TAMPA, Fla. (AP) — All of those boasts and predictions of shutouts no longer sound like so much bravado. If the Baltimore Ravens want to claim they own the greatest defense in NFL history, well, let
Monday, January 29th 2001, 12:00 am
By: News On 6
TAMPA, Fla. (AP) — All of those boasts and predictions of shutouts no longer sound like so much bravado. If the Baltimore Ravens want to claim they own the greatest defense in NFL history, well, let them.
``People who said we couldn't do this or that and we couldn't ride this defense, well, look now,'' Ray Lewis said after the Ravens' 34-7 dismantling of the New York Giants in Sunday's Super Bowl. ``We rode all the way to the Super Bowl championship.
``If we're not called the greatest defense ever now, we never will be,'' the game's most valuable player added.
The evidence is impressive, punctuated by Baltimore's overwhelming postseason performance. The Ravens allowed just 165 points this season, easily a 16-game record. They surrendered 23 in the playoffs and the Super Bowl. Had Ron Dixon not run back a kickoff 97 yards for a third-quarter touchdown — the middle of three successive plays for TDs — they probably would have gotten the first shutout in 35 Super Bowls.
New York, which won 41-0 and gained 518 yards against Minnesota in the NFC championship game, managed an embarrassing 152. Collins was intercepted a record-tying four times and sacked four more.
Rarely has a Super Bowl been so onesided, and this is a game with a history of routs.
Sure, it was just 10-0 at halftime, but only because Baltimore, which won its 11th in a row, doesn't have much of an offense.
But oh, what a defense!
``This is what we do,'' said defensive coordinator Marvin Lewis, who probably will wind up as head coach in Cleveland or Buffalo. ``This is how we've played defense for the last five years. This is our group, our family.''
Maybe not the kind of family you would invite over for dinner. Nobody wants to see this bunch on any given Sunday.

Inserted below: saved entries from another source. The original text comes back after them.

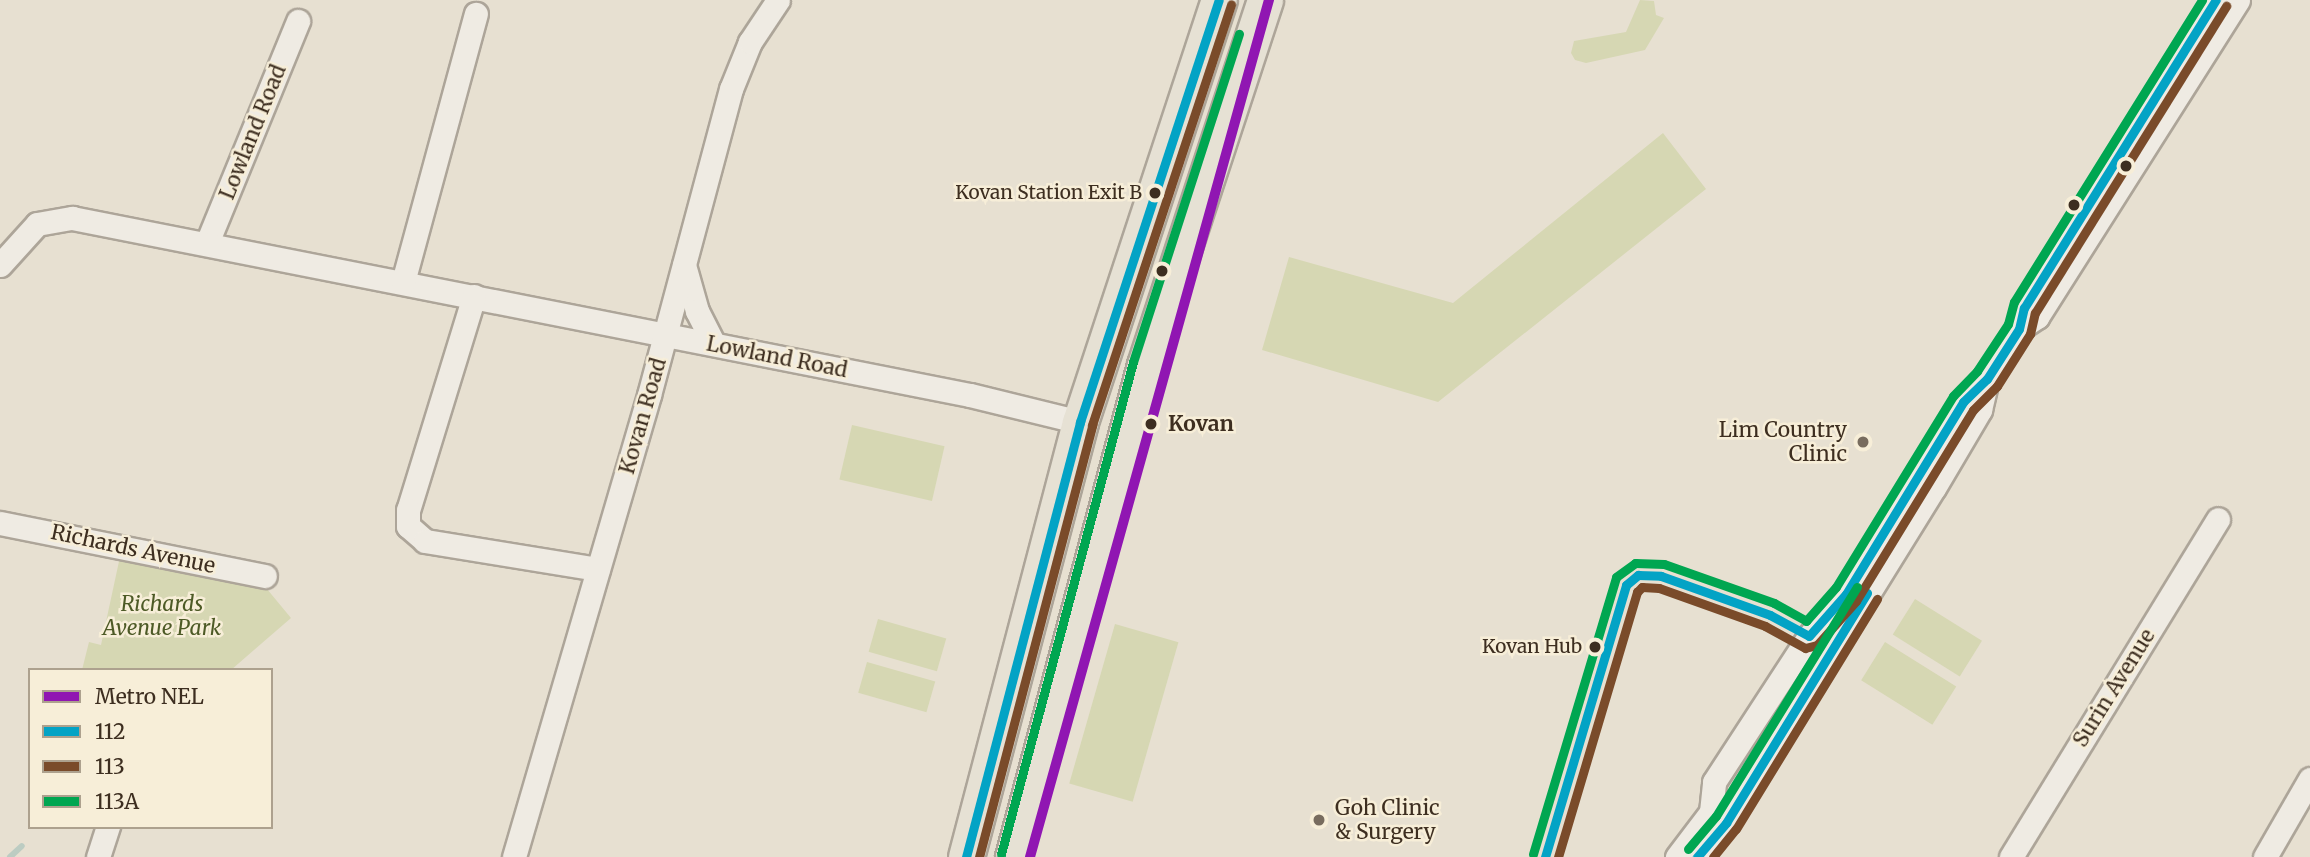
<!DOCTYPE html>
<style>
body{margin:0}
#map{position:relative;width:2310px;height:857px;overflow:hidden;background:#e7e0d1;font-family:Merriweather,serif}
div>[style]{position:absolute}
.green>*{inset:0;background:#d6d7b3;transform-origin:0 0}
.stream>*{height:6px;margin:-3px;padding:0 3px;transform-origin:3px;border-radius:3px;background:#bcccc2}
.roads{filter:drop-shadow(2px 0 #ada599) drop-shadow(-2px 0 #ada599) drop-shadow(0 2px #ada599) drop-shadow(0 -2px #ada599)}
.minor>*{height:23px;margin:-11.5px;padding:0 11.5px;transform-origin:11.5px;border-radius:11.5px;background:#efebe3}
.primary>*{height:35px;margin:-17.5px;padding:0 17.5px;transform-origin:17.5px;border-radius:17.5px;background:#e6e1d4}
.bus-1>*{height:9px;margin:-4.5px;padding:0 4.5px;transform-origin:4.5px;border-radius:4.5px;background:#03a3c5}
.bus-2>*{height:9px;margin:-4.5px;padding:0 4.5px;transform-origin:4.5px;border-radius:4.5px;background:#7a4b2a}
.bus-3>*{height:9px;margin:-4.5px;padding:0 4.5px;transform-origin:4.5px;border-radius:4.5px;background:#00a651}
.metro-1>*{height:10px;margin:-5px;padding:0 5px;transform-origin:5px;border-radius:5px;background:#9016b2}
.dots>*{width:19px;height:19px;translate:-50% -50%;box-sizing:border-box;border:4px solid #f7eed8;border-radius:50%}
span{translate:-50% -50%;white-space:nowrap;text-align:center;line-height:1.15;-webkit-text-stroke:5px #f7eed8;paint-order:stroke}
.bus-label{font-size:19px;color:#3d2e20}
.right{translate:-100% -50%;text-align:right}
.street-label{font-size:21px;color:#3d2e20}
.stop-label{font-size:21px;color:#3d2e20;font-weight:700}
.left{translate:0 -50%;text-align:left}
.poi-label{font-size:21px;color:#3d2e20}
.park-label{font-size:21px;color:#4d5a26;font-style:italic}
.legend{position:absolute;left:28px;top:668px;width:245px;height:161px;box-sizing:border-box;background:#f7eed8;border:2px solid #ada18e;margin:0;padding:9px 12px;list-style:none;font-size:21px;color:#3d2e20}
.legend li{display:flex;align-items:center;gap:14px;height:35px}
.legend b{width:35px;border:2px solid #ada18e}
</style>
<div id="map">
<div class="green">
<i style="clip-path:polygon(1640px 0,1654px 1px,1656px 15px,1664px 18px,1645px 50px,1586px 63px,1575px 60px,1571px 53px,1574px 41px,1626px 32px)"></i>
<i style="clip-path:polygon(1663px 133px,1706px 189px,1438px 402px,1262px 350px,1289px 257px,1453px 303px)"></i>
<i style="left:852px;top:425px;width:95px;height:56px;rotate:13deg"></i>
<i style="clip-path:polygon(121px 552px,262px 583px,291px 618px,231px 670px,82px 670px,89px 642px,101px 645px)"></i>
<i style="left:1915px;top:599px;width:79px;height:42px;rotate:32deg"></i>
<i style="left:878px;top:619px;width:71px;height:34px;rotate:16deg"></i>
<i style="left:1115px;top:624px;width:66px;height:166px;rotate:16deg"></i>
<i style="left:1885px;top:642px;width:84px;height:45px;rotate:32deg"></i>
<i style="left:867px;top:662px;width:71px;height:32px;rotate:16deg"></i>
</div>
<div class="stream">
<i style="left:10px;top:857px;width:16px;rotate:-43deg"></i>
</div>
<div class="roads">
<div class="minor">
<i style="left:207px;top:243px;width:240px;rotate:-67.7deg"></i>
<i style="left:0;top:265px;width:55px;rotate:-47.9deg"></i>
<i style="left:37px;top:224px;width:36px;rotate:-10deg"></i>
<i style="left:72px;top:218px;width:915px;rotate:11.15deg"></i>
<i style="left:970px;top:395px;width:113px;rotate:13.8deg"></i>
<i style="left:684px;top:265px;width:48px;rotate:74.2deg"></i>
<i style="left:697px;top:311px;width:37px;rotate:63deg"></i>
<i style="left:403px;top:282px;width:278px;rotate:-74.8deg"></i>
<i style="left:474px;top:296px;width:224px;rotate:107.1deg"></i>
<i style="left:408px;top:510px;width:16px;rotate:90deg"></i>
<i style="left:408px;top:526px;width:23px;rotate:41deg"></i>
<i style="left:425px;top:541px;width:175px;rotate:9.2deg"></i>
<i style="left:2019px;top:329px;width:22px;rotate:-34deg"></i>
<i style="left:2037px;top:317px;width:375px;rotate:-57.6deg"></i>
<i style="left:0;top:523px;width:270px;rotate:11.3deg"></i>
<i style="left:98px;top:857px;width:32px;rotate:-72deg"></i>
<i style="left:514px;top:857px;width:481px;rotate:-73.7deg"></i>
<i style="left:649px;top:395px;width:317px;rotate:-75deg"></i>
<i style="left:731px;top:89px;width:51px;rotate:-68deg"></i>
<i style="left:750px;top:42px;width:50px;rotate:-56.3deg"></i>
<i style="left:1677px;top:857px;width:56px;rotate:-52.9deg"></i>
<i style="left:1711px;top:812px;width:30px;rotate:-84deg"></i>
<i style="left:1714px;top:782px;width:174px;rotate:-56.9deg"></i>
<i style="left:1809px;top:636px;width:56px;rotate:-48.6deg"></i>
<i style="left:1846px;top:594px;width:225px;rotate:-58.6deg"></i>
<i style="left:1963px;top:402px;width:33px;rotate:-44deg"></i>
<i style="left:1987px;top:379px;width:59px;rotate:-57.4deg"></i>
<i style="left:2019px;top:329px;width:22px;rotate:-77deg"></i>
<i style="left:2024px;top:308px;width:363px;rotate:-58.1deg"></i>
<i style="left:1697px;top:857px;width:45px;rotate:-49.5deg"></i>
<i style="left:1726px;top:823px;width:394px;rotate:-58.2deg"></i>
<i style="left:1934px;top:488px;width:91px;rotate:-59.5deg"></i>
<i style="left:1980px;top:410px;width:32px;rotate:-77deg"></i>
<i style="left:2011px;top:857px;width:396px;rotate:-58.5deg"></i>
<i style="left:2265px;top:857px;width:90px;rotate:-60deg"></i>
</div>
<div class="primary">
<i style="left:966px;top:857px;width:450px;rotate:-75.3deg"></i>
<i style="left:1080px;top:422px;width:444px;rotate:-71.8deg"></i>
<i style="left:1013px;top:857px;width:509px;rotate:-74.98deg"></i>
<i style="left:1145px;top:365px;width:384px;rotate:-71.8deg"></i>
</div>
</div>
<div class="bus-1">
<i style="left:966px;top:857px;width:450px;rotate:-75.3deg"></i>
<i style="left:1080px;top:422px;width:444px;rotate:-71.8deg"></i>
<i style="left:1545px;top:857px;width:284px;rotate:-73.4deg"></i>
<i style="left:1626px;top:585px;width:16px;rotate:-40deg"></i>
<i style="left:1638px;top:575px;width:23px;rotate:2deg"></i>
<i style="left:1661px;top:576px;width:116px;rotate:19.7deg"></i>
<i style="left:1770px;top:615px;width:44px;rotate:28.3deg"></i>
<i style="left:1809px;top:636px;width:56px;rotate:-48.6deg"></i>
<i style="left:1846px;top:594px;width:225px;rotate:-58.6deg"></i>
<i style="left:1963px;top:402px;width:33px;rotate:-44deg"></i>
<i style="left:1987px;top:379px;width:59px;rotate:-57.4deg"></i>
<i style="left:2019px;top:329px;width:22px;rotate:-77deg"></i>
<i style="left:2024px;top:308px;width:363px;rotate:-58.1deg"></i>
<i style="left:1697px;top:857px;width:45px;rotate:-49.5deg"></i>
<i style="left:1726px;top:823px;width:270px;rotate:-58.5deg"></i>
</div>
<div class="bus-2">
<i style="left:979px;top:857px;width:447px;rotate:-75.3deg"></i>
<i style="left:1092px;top:425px;width:443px;rotate:-71.7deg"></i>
<i style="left:1558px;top:857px;width:277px;rotate:-73.4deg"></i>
<i style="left:1637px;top:592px;width:7px;rotate:-45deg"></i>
<i style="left:1642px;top:587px;width:17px;rotate:3deg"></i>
<i style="left:1659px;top:588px;width:113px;rotate:19.7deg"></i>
<i style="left:1765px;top:626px;width:46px;rotate:28.8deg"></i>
<i style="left:1805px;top:648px;width:12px;rotate:-14deg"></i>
<i style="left:1817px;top:645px;width:59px;rotate:-48.4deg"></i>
<i style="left:1856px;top:601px;width:224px;rotate:-58.5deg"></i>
<i style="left:1973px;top:410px;width:34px;rotate:-45deg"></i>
<i style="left:1997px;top:386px;width:62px;rotate:-57.6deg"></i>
<i style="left:2030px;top:334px;width:22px;rotate:-77deg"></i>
<i style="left:2035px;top:313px;width:362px;rotate:-58.1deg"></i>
<i style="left:1713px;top:857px;width:36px;rotate:-51deg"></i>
<i style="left:1736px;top:829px;width:270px;rotate:-58.5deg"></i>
</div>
<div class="bus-3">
<i style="left:1688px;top:849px;width:43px;rotate:-49.7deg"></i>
<i style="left:1716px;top:816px;width:269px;rotate:-58.4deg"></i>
<i style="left:1001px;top:854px;width:509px;rotate:-74.98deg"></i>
<i style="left:1133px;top:362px;width:345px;rotate:-72.1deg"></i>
<i style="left:1533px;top:854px;width:289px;rotate:-73.3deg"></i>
<i style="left:1616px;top:577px;width:24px;rotate:-36deg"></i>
<i style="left:1635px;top:563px;width:29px;rotate:2deg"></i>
<i style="left:1664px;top:564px;width:117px;rotate:19.5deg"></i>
<i style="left:1774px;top:603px;width:37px;rotate:29deg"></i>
<i style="left:1806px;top:621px;width:45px;rotate:-48.6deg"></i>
<i style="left:1836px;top:587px;width:224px;rotate:-58.5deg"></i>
<i style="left:1953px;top:396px;width:35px;rotate:-46deg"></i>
<i style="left:1977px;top:371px;width:56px;rotate:-56.6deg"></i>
<i style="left:2008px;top:324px;width:23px;rotate:-75deg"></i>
<i style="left:2014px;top:302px;width:356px;rotate:-58.1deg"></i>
</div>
<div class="metro-1">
<i style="left:1030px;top:857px;width:890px;rotate:-74.42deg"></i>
</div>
<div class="dots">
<i style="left:2126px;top:166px;background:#3d2e20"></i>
<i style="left:1155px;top:193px;background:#3d2e20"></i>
<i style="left:2074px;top:205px;background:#3d2e20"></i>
<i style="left:1162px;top:271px;background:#3d2e20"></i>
<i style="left:1151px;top:424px;background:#3d2e20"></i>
<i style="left:1863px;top:442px;background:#786c5e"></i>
<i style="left:1595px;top:647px;background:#3d2e20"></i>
<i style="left:1319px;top:820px;background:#786c5e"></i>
</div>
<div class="bus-label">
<span class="right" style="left:1142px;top:193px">Kovan Station Exit B</span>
<span class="right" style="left:1582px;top:647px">Kovan Hub</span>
</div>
<div class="street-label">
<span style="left:253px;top:132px;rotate:-68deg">Lowland Road</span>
<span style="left:777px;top:357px;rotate:11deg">Lowland Road</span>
<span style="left:643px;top:416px;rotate:-74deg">Kovan Road</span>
<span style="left:133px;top:549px;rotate:12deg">Richards Avenue</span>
<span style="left:2114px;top:688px;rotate:-58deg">Surin Avenue</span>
</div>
<div class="stop-label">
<span class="left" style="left:1168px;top:424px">Kovan</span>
</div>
<div class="poi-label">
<span class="right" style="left:1847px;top:442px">Lim Country<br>Clinic</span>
<span class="left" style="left:1335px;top:820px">Goh Clinic<br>&amp; Surgery</span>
</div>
<div class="park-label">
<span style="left:162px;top:616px">Richards<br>Avenue Park</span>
</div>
<ul class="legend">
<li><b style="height:9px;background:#9016b2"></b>Metro NEL</li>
<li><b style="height:9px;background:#03a3c5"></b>112</li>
<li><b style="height:9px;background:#7a4b2a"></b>113</li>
<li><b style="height:9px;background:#00a651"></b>113A</li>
</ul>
</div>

Certainly not the Giants, whose seven-game winning streak snapped like a twig. While there was no denying New York earned its way here, there also was no question which team was superior.
``They had a great game plan for us today,'' Giants receiver Ike Hilliard said. ``I don't like to compare teams, but when it came to the big game, they definitely were better than we were.''
Beginning with Ray Lewis, the league's top defender this season. A year ago, Lewis wound up in jail, charged in a murder case. He subsequently pleaded guilty to a misdemeanor charge of obstructing justice.
``If you put this in a storybook, nobody would believe it,'' he said. ``We didn't just break records, we shattered them. We dominated literally. This is what you work your whole life for.''
It's what Art Modell has waited 37 years for. In 1964, his Cleveland Browns won the NFL title. But he'd never been to a Super Bowl, and he was chastised throughout the league for moving the franchise to Baltimore in 1996.
He also was up against his close friend, Giants owner Wellington Mara, who told Modell before the game that the loser would call the winner on Monday. Modell shot back, ``Do you have my number?''
``It's been a long time coming,'' Modell said. ``There's a lot of chemistry in this organization and a lot of love for each other.''
The game itself was impossible to love if you prefer efficient offenses. Although Trent Dilfer found backup wideout Brandon Stokley behind Jason Sehorn for a 38-yard touchdown in the first quarter, Dilfer also was scatter-armed. One second-quarter pass went directly to Giants linebacker Jessie Armstead, who ran it into the end zone. But the Giants' Keith Hamilton was called for holding, negating the game-tying interception TD.
Baltimore's two receivers beat Sehorn deep, but either Dilfer's pass missed or the ball was dropped. There were 21 punts, six more than the previous record.
And although rookie Jamal Lewis rushed for 102 yards, few came when the issue was in doubt.
No, this was a game for defense and special teams, something represented best by a 36-second span of the third quarter in which 21 points were scored.
Duane Starks stepped in front of Amani Toomer at the New York 49 and sped untouched to the end zone to make it 17-0 with 3:49 left in the period.
But Dixon, a rookie who also had a 97-yard kick return score to open the playoff victory over Philadelphia, raced the same distance for the Giants' first — and only — touchdown.
Jermaine Lewis answered 18 seconds later by going 84 yards to make it 24-7.
``The emotional swing of the game at that point, you could see it on their side,'' Ravens coach Brian Billick said. ``When Jermaine took it back the other way, it was more dramatic. ... The emotional flip-flop, even though the points were the same, I think had to be devastating to them.''
Jamal Lewis scored on a 3-yard run and Matt Stover, who earlier hit a 47-yard field goal, made a 34-yarder to close the scoring.
Not that the Ravens, who became the third team to take the wild-card route to the title, needed that many points.
``I told Shannon (Sharpe) to get us 10 points and that would be enough,'' Ray Lewis said. ``At halftime, I told him they did their job and we would do the rest.''
When you anchor the best defense, you can make such promises.